- [What you have to do]: Make an exact copy of all the entries, but do not reproduce the pictures.

Saved data entries:
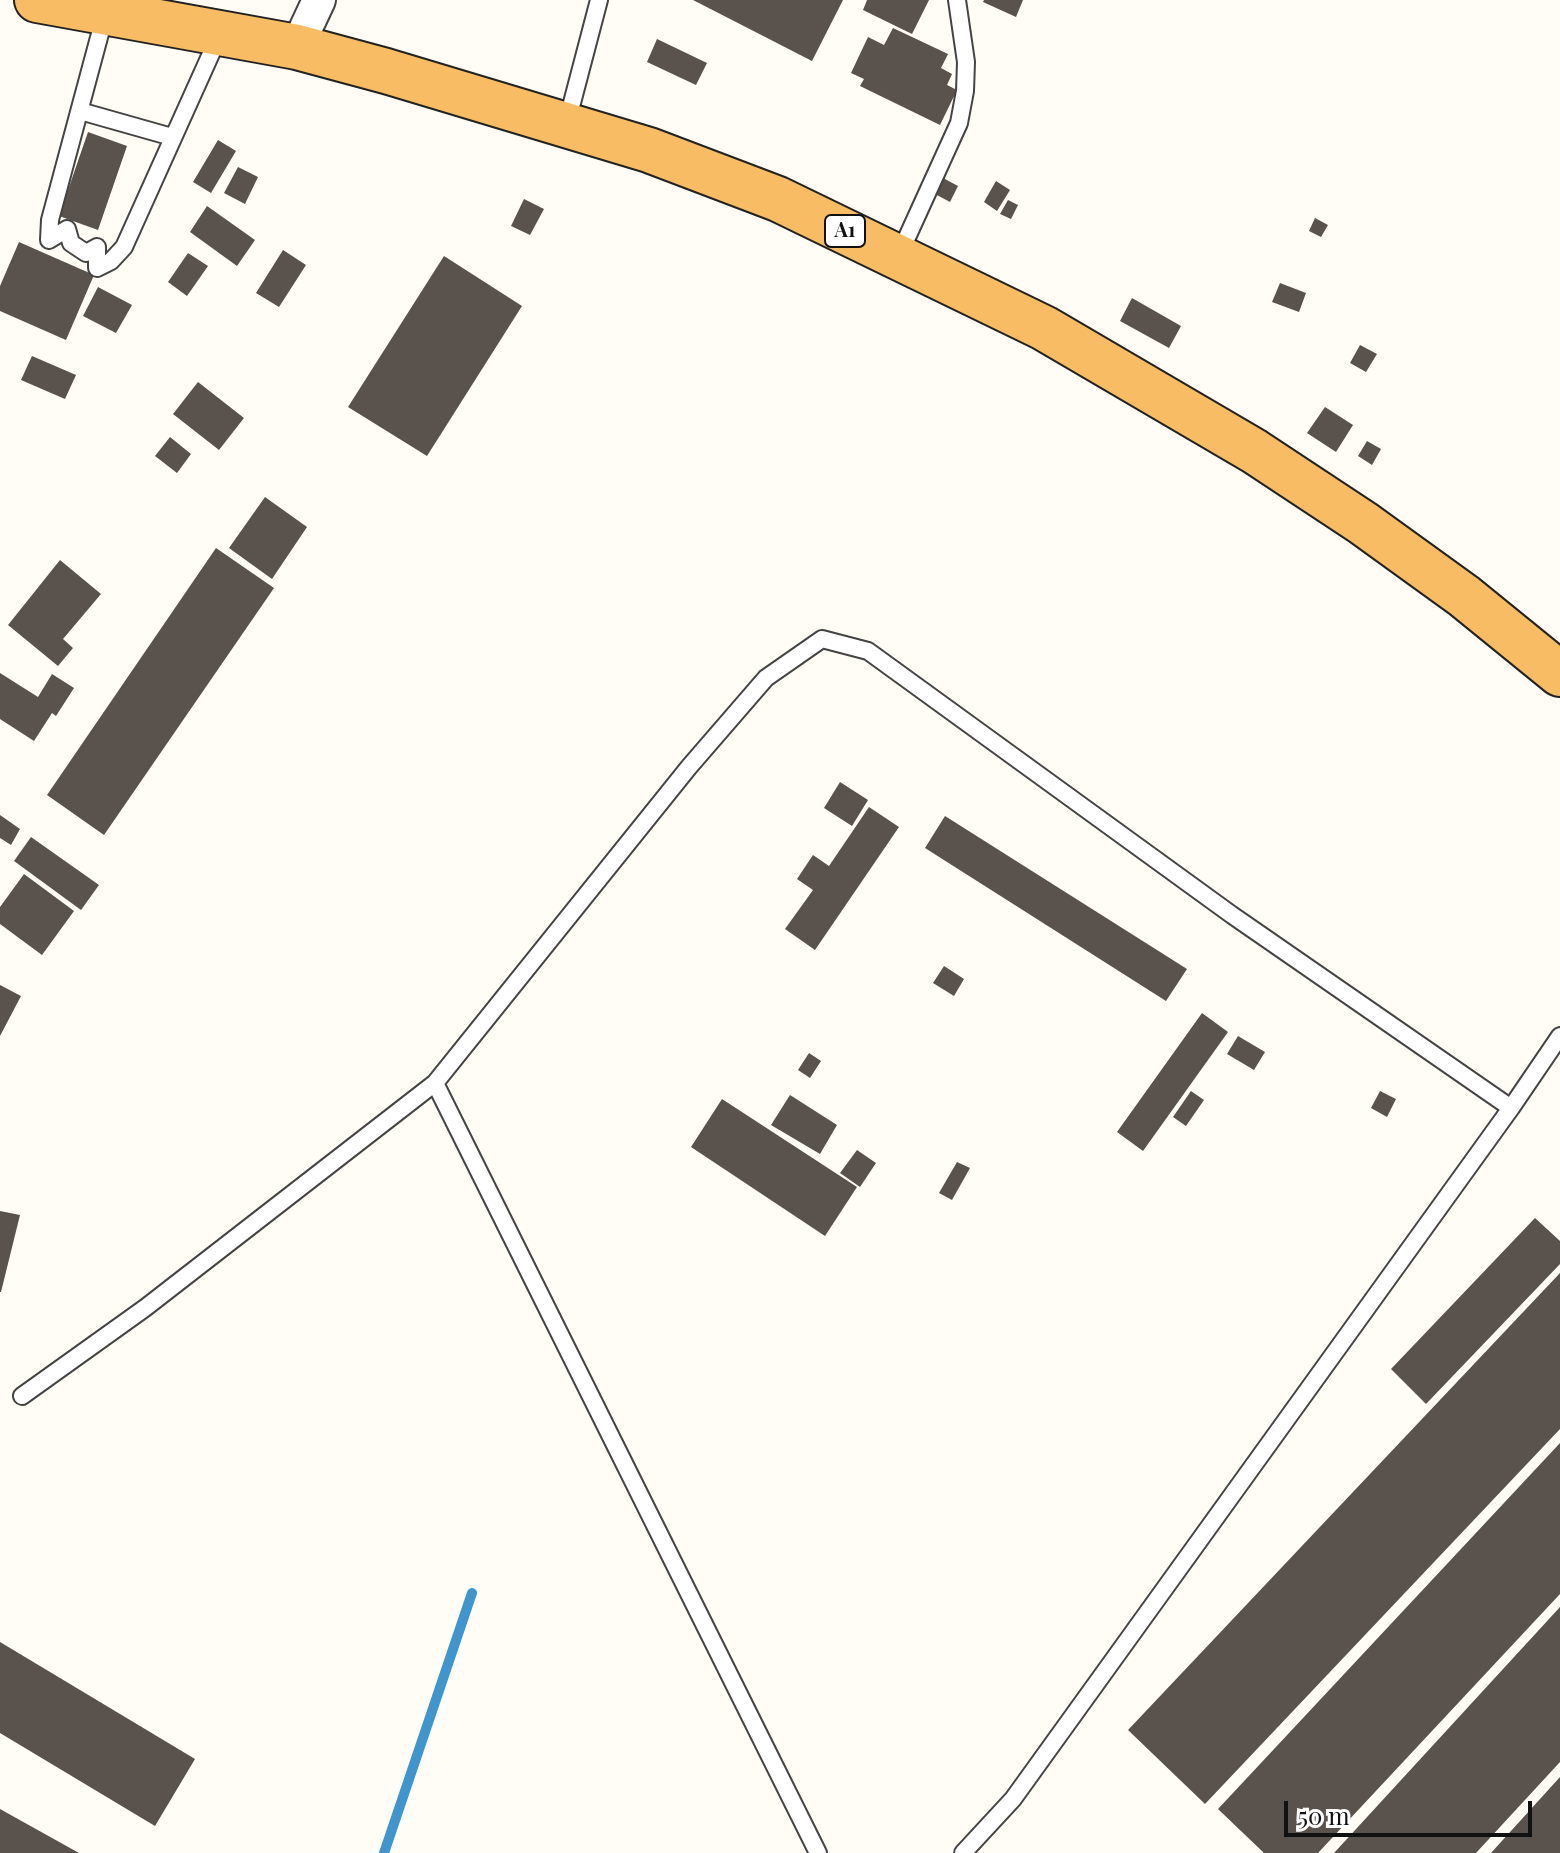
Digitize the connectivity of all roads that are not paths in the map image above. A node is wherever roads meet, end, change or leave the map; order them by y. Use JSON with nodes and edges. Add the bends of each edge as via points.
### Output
{"nodes":[{"id":1,"x":37,"y":0,"type":"edge"},
{"id":2,"x":319,"y":0,"type":"edge"},
{"id":3,"x":599,"y":0,"type":"edge"},
{"id":4,"x":957,"y":0,"type":"edge"},
{"id":5,"x":106,"y":13,"type":"junction"},
{"id":6,"x":221,"y":32,"type":"junction"},
{"id":7,"x":297,"y":47,"type":"junction"},
{"id":8,"x":80,"y":111,"type":"junction"},
{"id":9,"x":567,"y":124,"type":"junction"},
{"id":10,"x":172,"y":137,"type":"junction"},
{"id":11,"x":898,"y":256,"type":"junction"},
{"id":12,"x":1560,"y":674,"type":"edge"},
{"id":13,"x":1560,"y":1036,"type":"edge"},
{"id":14,"x":435,"y":1083,"type":"junction"},
{"id":15,"x":1511,"y":1108,"type":"junction"},
{"id":16,"x":22,"y":1396,"type":"dead end"},
{"id":17,"x":818,"y":1853,"type":"edge"},
{"id":18,"x":963,"y":1853,"type":"edge"}],
"edges":[{"from":1,"to":5,"type":"highway","number":"A1"},
{"from":2,"to":7,"type":"street"},
{"from":3,"to":9,"type":"lane"},
{"from":4,"to":11,"type":"lane","via":[[966,62],[959,123]]},
{"from":5,"to":6,"type":"highway","number":"A1"},
{"from":5,"to":8,"type":"lane"},
{"from":6,"to":7,"type":"highway","number":"A1"},
{"from":6,"to":10,"type":"lane"},
{"from":7,"to":9,"type":"highway","number":"A1"},
{"from":8,"to":10,"type":"lane"},
{"from":8,"to":10,"type":"lane","via":[[49,240],[67,229],[71,243],[86,253],[97,247],[97,268],[124,247]]},
{"from":9,"to":11,"type":"highway","number":"A1","via":[[778,199]]},
{"from":11,"to":12,"type":"highway","number":"A1","via":[[1044,328],[1254,451],[1464,596]]},
{"from":13,"to":15,"type":"lane"},
{"from":14,"to":15,"type":"lane","via":[[737,711],[766,678],[822,639],[868,651],[1232,915]]},
{"from":14,"to":16,"type":"lane","via":[[145,1308]]},
{"from":14,"to":17,"type":"lane"},
{"from":15,"to":18,"type":"lane","via":[[1013,1799]]}]}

- [Your response]:
Digitize the connectivity of all roads that are not paths in the map image above. A node is wherever roads meet, end, change or leave the map; order them by y. Use JSON with nodes and edges. Add the bends of each edge as via points.
### Output
{"nodes":[{"id":1,"x":37,"y":0,"type":"edge"},
{"id":2,"x":319,"y":0,"type":"edge"},
{"id":3,"x":599,"y":0,"type":"edge"},
{"id":4,"x":957,"y":0,"type":"edge"},
{"id":5,"x":106,"y":13,"type":"junction"},
{"id":6,"x":221,"y":32,"type":"junction"},
{"id":7,"x":297,"y":47,"type":"junction"},
{"id":8,"x":80,"y":111,"type":"junction"},
{"id":9,"x":567,"y":124,"type":"junction"},
{"id":10,"x":172,"y":137,"type":"junction"},
{"id":11,"x":898,"y":256,"type":"junction"},
{"id":12,"x":1560,"y":674,"type":"edge"},
{"id":13,"x":1560,"y":1036,"type":"edge"},
{"id":14,"x":435,"y":1083,"type":"junction"},
{"id":15,"x":1511,"y":1108,"type":"junction"},
{"id":16,"x":22,"y":1396,"type":"dead end"},
{"id":17,"x":818,"y":1853,"type":"edge"},
{"id":18,"x":963,"y":1853,"type":"edge"}],
"edges":[{"from":1,"to":5,"type":"highway","number":"A1"},
{"from":2,"to":7,"type":"street"},
{"from":3,"to":9,"type":"lane"},
{"from":4,"to":11,"type":"lane","via":[[966,62],[959,123]]},
{"from":5,"to":6,"type":"highway","number":"A1"},
{"from":5,"to":8,"type":"lane"},
{"from":6,"to":7,"type":"highway","number":"A1"},
{"from":6,"to":10,"type":"lane"},
{"from":7,"to":9,"type":"highway","number":"A1"},
{"from":8,"to":10,"type":"lane"},
{"from":8,"to":10,"type":"lane","via":[[49,240],[67,229],[71,243],[86,253],[97,247],[97,268],[124,247]]},
{"from":9,"to":11,"type":"highway","number":"A1","via":[[778,199]]},
{"from":11,"to":12,"type":"highway","number":"A1","via":[[1044,328],[1254,451],[1464,596]]},
{"from":13,"to":15,"type":"lane"},
{"from":14,"to":15,"type":"lane","via":[[737,711],[766,678],[822,639],[868,651],[1232,915]]},
{"from":14,"to":16,"type":"lane","via":[[145,1308]]},
{"from":14,"to":17,"type":"lane"},
{"from":15,"to":18,"type":"lane","via":[[1013,1799]]}]}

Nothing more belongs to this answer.